OK. For anyone who's interested, I got my definition from the Stanford Encyclopedia of Philosophy (link). My summary in post #213 was based on this summary on that website:
We can now put our -- still vague -- pieces together. Determinism requires a world that (a) has a well-defined state or description, at any given time, and (b) laws of nature that are true at all places and times. If we have all these, then if (a) and (b) together logically entail the state of the world at all other times (or, at least, all times later than that given in (b)), the world is deterministic.
 
No it isn't? How do you make that out, if all possible results can happen in many worlds and there's no particular result favoured over another, and there is no future or past? Then you can only conclude free will?

Many worlds assumes the Copenhagen Interpretation is true [...]

I don't get your question or argument. Are you suggesting that Many Worlds Interpretation is not deterministic? The received view says it is. There is nothing chancy about a quantum experiment, because ALL of the results will happen, every time, according to MWI.

Can you give me a link so I can learn about this "no future or past" idea?
 
Quick question about this modal logic stuff.

In the link, it gave an example with Diana planting some plants. Two statements were given:

A: Diana exactly 6 rosebushes.
B: Diana plants less than 8 rosebushes.

The crux of it seems to be that the following statements are modal-logically different:

(1) It is impossible (for A to be true and for B to be false)
(2) If A is false, then it is impossible for B to be false.

Am I right so far?

I can see how the two (English) sentences are textually different. I can also see how the symbolic sentences might be logically different (although I don't know how to do logical algebra on the symbolic statements in the link, I'll take their word that the two are not equivalent).

However, I fail to see how that makes a difference. It may be true that B is not impossible given A, but we also know that B is not true given A. I see no reason why I cannot claim that if A is true, then B is not true.
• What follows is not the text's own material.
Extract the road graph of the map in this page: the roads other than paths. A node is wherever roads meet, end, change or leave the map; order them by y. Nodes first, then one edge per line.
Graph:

AFAICT, Warpus is claiming that, if determinism is true, then free will is impossible. This may not be true in the modal-logical sense, but in the sense that everyone else in the thread is taking it, he is really claiming that, if determinism is true, then free will is false. Not necessarily false, but actually false.
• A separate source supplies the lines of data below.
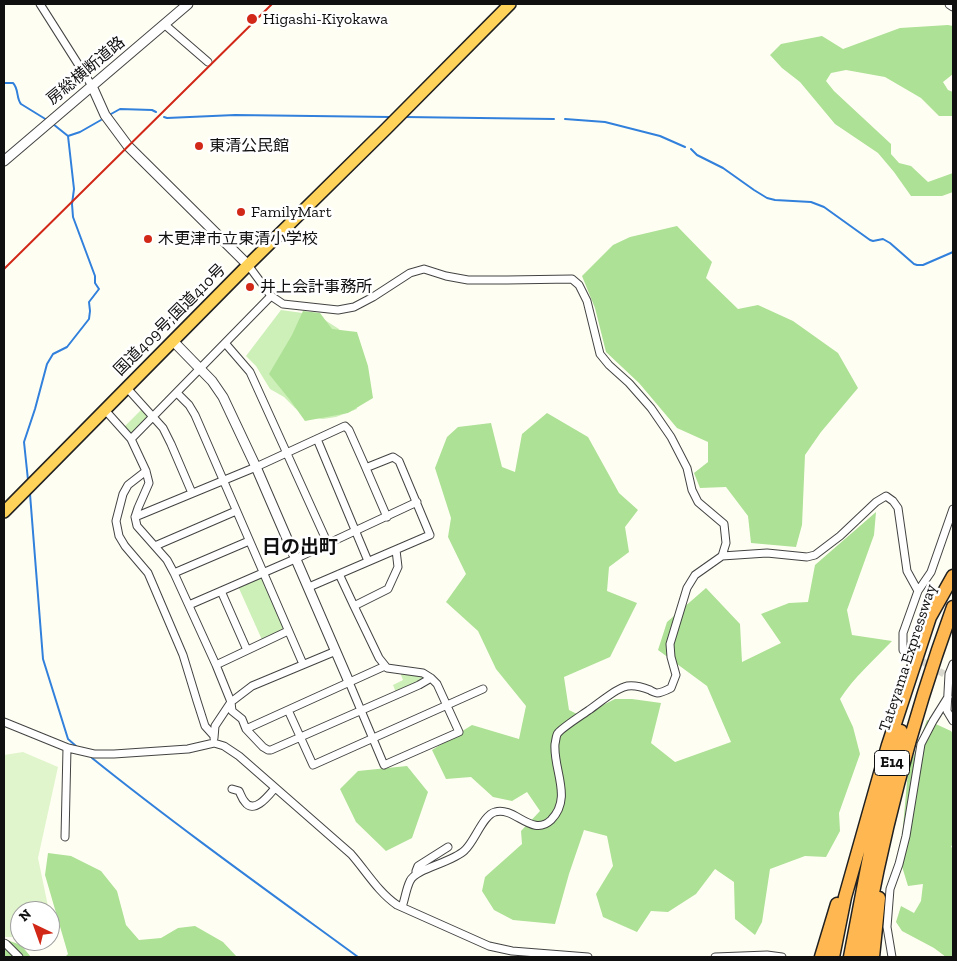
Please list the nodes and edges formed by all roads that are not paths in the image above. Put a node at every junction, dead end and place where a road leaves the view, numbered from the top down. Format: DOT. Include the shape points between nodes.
graph roads {
  1 [pos="40,4"];
  2 [pos="188,4"];
  3 [pos="510,4"];
  4 [pos="950,4"];
  5 [pos="953,6"];
  6 [pos="164,24"];
  7 [pos="208,62"];
  8 [pos="92,86"];
  9 [pos="4,161"];
  10 [pos="248,265"];
  11 [pos="271,296"];
  12 [pos="173,341"];
  13 [pos="225,343"];
  14 [pos="200,369"];
  15 [pos="127,388"];
  16 [pos="177,393"];
  17 [pos="105,410"];
  18 [pos="153,417"];
  19 [pos="131,439"];
  20 [pos="317,439"];
  21 [pos="287,453"];
  22 [pos="256,466"];
  23 [pos="365,466"];
  24 [pos="146,471"];
  25 [pos="222,480"];
  26 [pos="192,493"];
  27 [pos="417,502"];
  28 [pos="953,509"];
  29 [pos="236,510"];
  30 [pos="4,512"];
  31 [pos="386,516"];
  32 [pos="135,517"];
  33 [pos="356,531"];
  34 [pos="249,541"];
  35 [pos="328,544"];
  36 [pos="155,546"];
  37 [pos="396,550"];
  38 [pos="722,556"];
  39 [pos="295,559"];
  40 [pos="368,561"];
  41 [pos="174,572"];
  42 [pos="263,573"];
  43 [pos="339,574"];
  44 [pos="953,575"];
  45 [pos="308,587"];
  46 [pos="221,591"];
  47 [pos="918,591"];
  48 [pos="189,604"];
  49 [pos="354,606"];
  50 [pos="953,607"];
  51 [pos="288,630"];
  52 [pos="247,650"];
  53 [pos="336,650"];
  54 [pos="904,650"];
  55 [pos="303,664"];
  56 [pos="953,664"];
  57 [pos="216,665"];
  58 [pos="385,666"];
  59 [pos="431,678"];
  60 [pos="349,682"];
  61 [pos="482,689"];
  62 [pos="948,697"];
  63 [pos="231,702"];
  64 [pos="447,706"];
  65 [pos="288,710"];
  66 [pos="361,710"];
  67 [pos="953,721"];
  68 [pos="4,722"];
  69 [pos="246,729"];
  70 [pos="300,737"];
  71 [pos="373,738"];
  72 [pos="214,740"];
  73 [pos="67,748"];
  74 [pos="275,788"];
  75 [pos="232,789"];
  76 [pos="869,815"];
  77 [pos="65,837"];
  78 [pos="884,839"];
  79 [pos="448,847"];
  80 [pos="416,874"];
  81 [pos="402,907"];
  82 [pos="4,943"];
  83 [pos="18,957"];
  84 [pos="588,957"];
  85 [pos="715,957"];
  86 [pos="782,957"];
  87 [pos="821,957"];
  88 [pos="833,957"];
  89 [pos="850,957"];
  90 [pos="861,957"];
  91 [pos="873,957"];
  92 [pos="892,957"];
  1 -- 8 [label="street"];
  2 -- 6 [label="street, 房総横断道路"];
  3 -- 10 [label="highway, 国道409号;国道410号"];
  4 -- 5 [label="street"];
  6 -- 7 [label="street"];
  6 -- 8 [label="street, 房総横断道路"];
  8 -- 9 [label="street, 房総横断道路"];
  8 -- 10 [label="street" via="105,114 128,146"];
  10 -- 11 [label="street"];
  10 -- 12 [label="highway, 国道409号;国道410号"];
  11 -- 13 [label="street"];
  11 -- 38 [label="street" via="283,304 338,310 354,307 410,272 424,269 468,280 572,279 587,301 600,354 651,408 687,468 698,502 724,524 726,542"];
  12 -- 14 [label="street"];
  12 -- 15 [label="highway, 国道409号;国道410号"];
  13 -- 14 [label="street"];
  13 -- 21 [label="street" via="250,372"];
  14 -- 16 [label="street"];
  14 -- 22 [label="street" via="223,397"];
  15 -- 17 [label="highway, 国道409号;国道410号"];
  15 -- 18 [label="street"];
  16 -- 18 [label="street"];
  16 -- 25 [label="street" via="189,405"];
  17 -- 19 [label="street"];
  17 -- 30 [label="highway, 国道409号;国道410号"];
  18 -- 19 [label="street"];
  18 -- 26 [label="street" via="163,428"];
  19 -- 24 [label="street"];
  20 -- 21 [label="street"];
  20 -- 23 [label="street" via="345,426"];
  20 -- 33 [label="street"];
  21 -- 22 [label="street"];
  21 -- 35 [label="street"];
  22 -- 25 [label="street"];
  22 -- 39 [label="street"];
  23 -- 27 [label="street" via="396,458"];
  23 -- 31 [label="street"];
  24 -- 32 [label="street" via="149,483"];
  24 -- 72 [label="street" via="128,485 123,494 116,521 119,536 148,572 184,655 205,726"];
  25 -- 26 [label="street"];
  25 -- 29 [label="street"];
  26 -- 32 [label="street"];
  27 -- 31 [label="street"];
  27 -- 37 [label="street" via="430,535"];
  28 -- 47 [label="street" via="931,572"];
  29 -- 34 [label="street"];
  29 -- 36 [label="street"];
  31 -- 33 [label="street"];
  32 -- 36 [label="street" via="138,526"];
  33 -- 35 [label="street"];
  33 -- 40 [label="street"];
  34 -- 41 [label="street"];
  34 -- 42 [label="street"];
  35 -- 39 [label="street"];
  36 -- 41 [label="street"];
  37 -- 40 [label="street"];
  37 -- 49 [label="street" via="398,566 388,589"];
  38 -- 47 [label="street" via="767,553 815,555 886,496 898,508 907,571"];
  38 -- 80 [label="street" via="695,575 687,588 670,644 676,675 671,688 656,693 642,687 623,687 558,733 555,754 562,798 559,809 550,820 538,826 507,812 490,814 466,850"];
  39 -- 42 [label="street"];
  39 -- 45 [label="street"];
  40 -- 43 [label="street"];
  41 -- 48 [label="street"];
  42 -- 46 [label="street"];
  42 -- 51 [label="street"];
  43 -- 45 [label="street"];
  43 -- 49 [label="street"];
  44 -- 76 [label="highway" via="930,618 888,745"];
  44 -- 89 [label="highway, Tateyama Expressway / E14" via="920,667 893,760 869,856"];
  45 -- 53 [label="street"];
  46 -- 48 [label="street"];
  46 -- 52 [label="street"];
  47 -- 54 [label="street" via="903,633"];
  48 -- 57 [label="street"];
  49 -- 58 [label="street"];
  50 -- 78 [label="highway, Tateyama Expressway / E14" via="916,717"];
  51 -- 52 [label="street"];
  51 -- 55 [label="street"];
  52 -- 57 [label="street"];
  53 -- 55 [label="street"];
  53 -- 60 [label="street"];
  55 -- 63 [label="street" via="252,686"];
  56 -- 62 [label="street" via="946,674"];
  57 -- 63 [label="street"];
  58 -- 59 [label="street" via="423,673"];
  58 -- 60 [label="street"];
  59 -- 64 [label="street"];
  59 -- 66 [label="street"];
  60 -- 65 [label="street"];
  60 -- 66 [label="street"];
  61 -- 64 [label="street"];
  62 -- 67 [label="street" via="948,711"];
  62 -- 92 [label="street" via="921,744 906,836 890,889 887,926"];
  63 -- 69 [label="street" via="232,711 242,719"];
  63 -- 72 [label="street" via="215,726"];
  64 -- 71 [label="street"];
  64 -- 71 [label="street" via="459,732 384,765"];
  65 -- 69 [label="street"];
  65 -- 70 [label="street"];
  66 -- 70 [label="street"];
  66 -- 71 [label="street"];
  68 -- 73 [label="street"];
  69 -- 70 [label="street" via="268,750"];
  70 -- 71 [label="street" via="313,766"];
  72 -- 73 [label="street" via="188,749 114,754 94,754"];
  72 -- 74 [label="street" via="231,749"];
  73 -- 77 [label="street"];
  74 -- 75 [label="street" via="264,801 252,806 244,801 239,791"];
  74 -- 81 [label="street" via="350,854 390,900"];
  76 -- 87 [label="highway"];
  76 -- 88 [label="highway" via="845,897"];
  78 -- 90 [label="highway, Tateyama Expressway / E14"];
  78 -- 91 [label="highway"];
  79 -- 80 [label="street" via="418,866"];
  80 -- 81 [label="street" via="410,880"];
  81 -- 84 [label="street" via="496,948"];
  82 -- 83 [label="street"];
  85 -- 86 [label="street"];
}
I don't know anything about this stuff beyond what I've just read from your link, but I think insisting on the distinction between "necessarily false" and "false" is quite mischaracterising what Warpus is saying. I'd be happy to assert, not that B is necessarily false given A, but that it is in actual fact false, for all useful discussion. "The truth of a proposition concerning your future behavior does not make that future behavior necessary." No, but it does make that future behaviour true, so what's the difference? If it's not necessary, but it is true, then what's the difference? How can I change it, if it is true?
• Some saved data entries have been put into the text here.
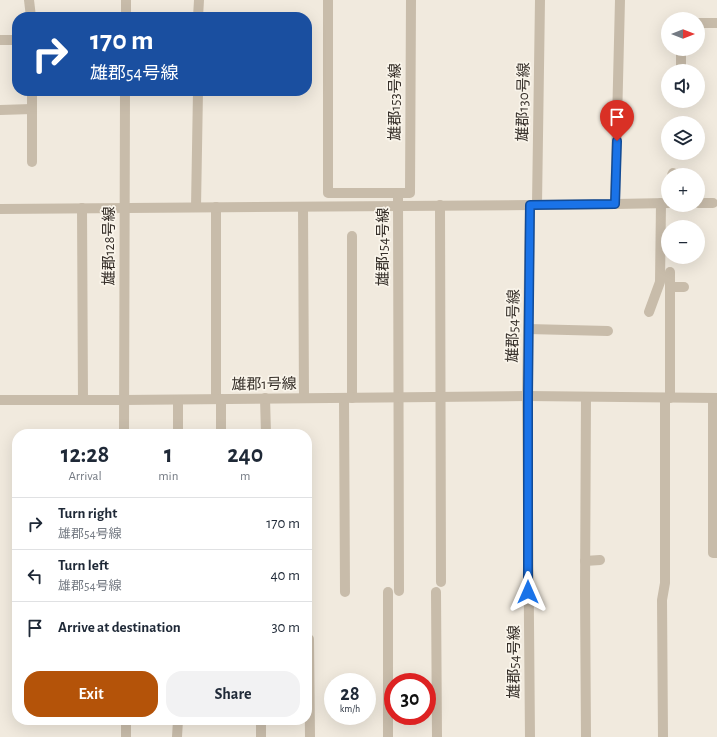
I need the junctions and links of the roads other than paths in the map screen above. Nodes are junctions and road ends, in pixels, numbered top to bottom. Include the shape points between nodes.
1 (29, 0) edge
2 (126, 0) edge
3 (199, 0) edge
4 (328, 0) edge
5 (411, 0) edge
6 (540, 0) edge
7 (620, 0) edge
8 (30, 12) edge
9 (126, 12) edge
10 (198, 12) edge
11 (705, 23) edge
12 (717, 24) edge
13 (0, 40) edge
14 (12, 40) edge
15 (32, 96) edge
16 (125, 96) edge
17 (198, 96) edge
18 (32, 109) junction
19 (0, 110) edge
20 (32, 162) dead end
21 (398, 193) junction
22 (661, 202) edge
23 (705, 203) edge
24 (713, 203) dead end
25 (533, 204) junction
26 (615, 204) junction
27 (398, 206) junction
28 (440, 206) junction
29 (196, 207) junction
30 (216, 207) junction
31 (303, 207) junction
32 (1, 208) edge
33 (82, 208) junction
34 (124, 208) junction
35 (665, 212) edge
36 (352, 236) dead end
37 (670, 272) dead end
38 (670, 287) junction
39 (684, 287) dead end
40 (649, 312) dead end
41 (528, 329) junction
42 (608, 331) dead end
43 (528, 396) junction
44 (398, 397) junction
45 (440, 397) junction
46 (586, 397) junction
47 (265, 398) junction
48 (304, 398) junction
49 (348, 398) junction
50 (667, 398) junction
51 (715, 398) edge
52 (219, 399) junction
53 (0, 400) edge
54 (83, 400) junction
55 (124, 400) junction
56 (178, 400) junction
57 (124, 429) edge
58 (178, 429) edge
59 (221, 429) edge
60 (266, 429) edge
61 (715, 476) edge
62 (717, 553) edge
63 (600, 560) dead end
64 (585, 561) junction
65 (441, 582) dead end
66 (345, 592) dead end
67 (436, 592) dead end
68 (126, 725) edge
69 (178, 725) edge
70 (261, 725) edge
71 (310, 725) edge
72 (126, 737) edge
73 (177, 737) edge
74 (261, 737) edge
75 (310, 737) edge
76 (388, 737) edge
77 (437, 737) edge
78 (530, 737) edge
79 (586, 737) edge
80 (663, 737) edge

1 - 8 street
2 - 9 street
3 - 10 street
4 - 21 street, 雄郡154号線 via 328,193
5 - 21 street, 雄郡153号線 via 410,193
6 - 25 street, 雄郡130号線
7 - 26 street
11 - 12 street
13 - 14 street
15 - 18 street
16 - 34 street, 雄郡128号線
17 - 29 street
18 - 19 street
18 - 20 street
21 - 27 street, 雄郡154号線
22 - 26 street
23 - 24 street
25 - 26 street
25 - 28 street
25 - 41 street, 雄郡54号線
27 - 28 street
27 - 31 street
27 - 44 street, 雄郡154号線
28 - 45 street
29 - 30 street
29 - 34 street
30 - 31 street
30 - 52 street
31 - 48 street
32 - 33 street
33 - 34 street
33 - 54 street
34 - 55 street, 雄郡128号線
35 - 40 street via 660,282
36 - 49 street
37 - 38 street
38 - 39 street
38 - 50 street
41 - 42 street
41 - 43 street, 雄郡54号線
43 - 45 street, 雄郡1号線
43 - 46 street, 雄郡1号線
43 - 78 street, 雄郡54号線
44 - 45 street, 雄郡1号線
44 - 49 street, 雄郡1号線
44 - 76 street, 雄郡154号線
45 - 65 street
46 - 50 street, 雄郡1号線
46 - 64 street
47 - 48 street, 雄郡1号線
47 - 52 street, 雄郡1号線
47 - 60 street
48 - 49 street, 雄郡1号線
49 - 66 street
50 - 51 street, 雄郡1号線
50 - 80 street via 665,583 662,600
51 - 61 street
52 - 56 street, 雄郡1号線
52 - 59 street
53 - 54 street, 雄郡1号線
54 - 55 street, 雄郡1号線
55 - 56 street, 雄郡1号線
55 - 57 street, 雄郡128号線
56 - 58 street
61 - 62 street via 713,553
63 - 64 street
64 - 79 street
67 - 77 street
68 - 72 street
69 - 73 street
70 - 74 street
71 - 75 street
I'm struggling with the "misleading grammar" involved here... I guess I should be asking, is there a way in which Diane could plant exactly 6 rosebushes, without the statement, "Diane planted less than 8 rosebushes" being true.
 
AFAICT, Warpus is claiming that, if determinism is true, then free will is impossible. This may not be true in the modal-logical sense, but in the sense that everyone else in the thread is taking it, he is really claiming that, if determinism is true, then free will is false. Not necessarily false, but actually false.

Yes, although I claim that it would be necessarily false as well.
 
The crux of it seems to be that the following statements are modal-logically different:
(1) It is impossible (for A to be true and for B to be false)
(2) If A is false, then it is impossible for B to be false.

Am I right so far?

Typo: the first "false" in (2) should be "true". Otherwise, right so far.

AFAICT, Warpus is claiming that, if determinism is true, then free will is impossible. This may not be true in the modal-logical sense, but in the sense that everyone else in the thread is taking it, he is really claiming that, if determinism is true, then free will is false. Not necessarily false, but actually false.

If that weaker statement could be established, my views on the subject would have to change. But, I don't see this point as the point where "necessarily" and "possibly" come into play and cause disagreement. Rather, it is concerning a person's options and actions. That's where we need to be ultra careful about what we say is necessily true, or what is impossible, and what follows or doesn't follow from deterministic theories.

"The truth of a proposition concerning your future behavior does not make that future behavior necessary." No, but it does make that future behaviour true, so what's the difference? If it's not necessary, but it is true, then what's the difference? How can I change it, if it is true?

What do you want to change - the behavior, or the truth-values of propositions? I think if we can control our behavior, that suffices. The truth-values of the propositions are dependent on the behavior, not the other way around. The behavior is the horse, the proposition is the cart which is just along for the ride.

If you're quitting smoking, you've got some behavior you want to change. But if we're just talking about the general case of some future behavior, which someone has said something true about, it may be something you've never done before. In which case, we shouldn't be talking about changing it. We should be talking about selecting it.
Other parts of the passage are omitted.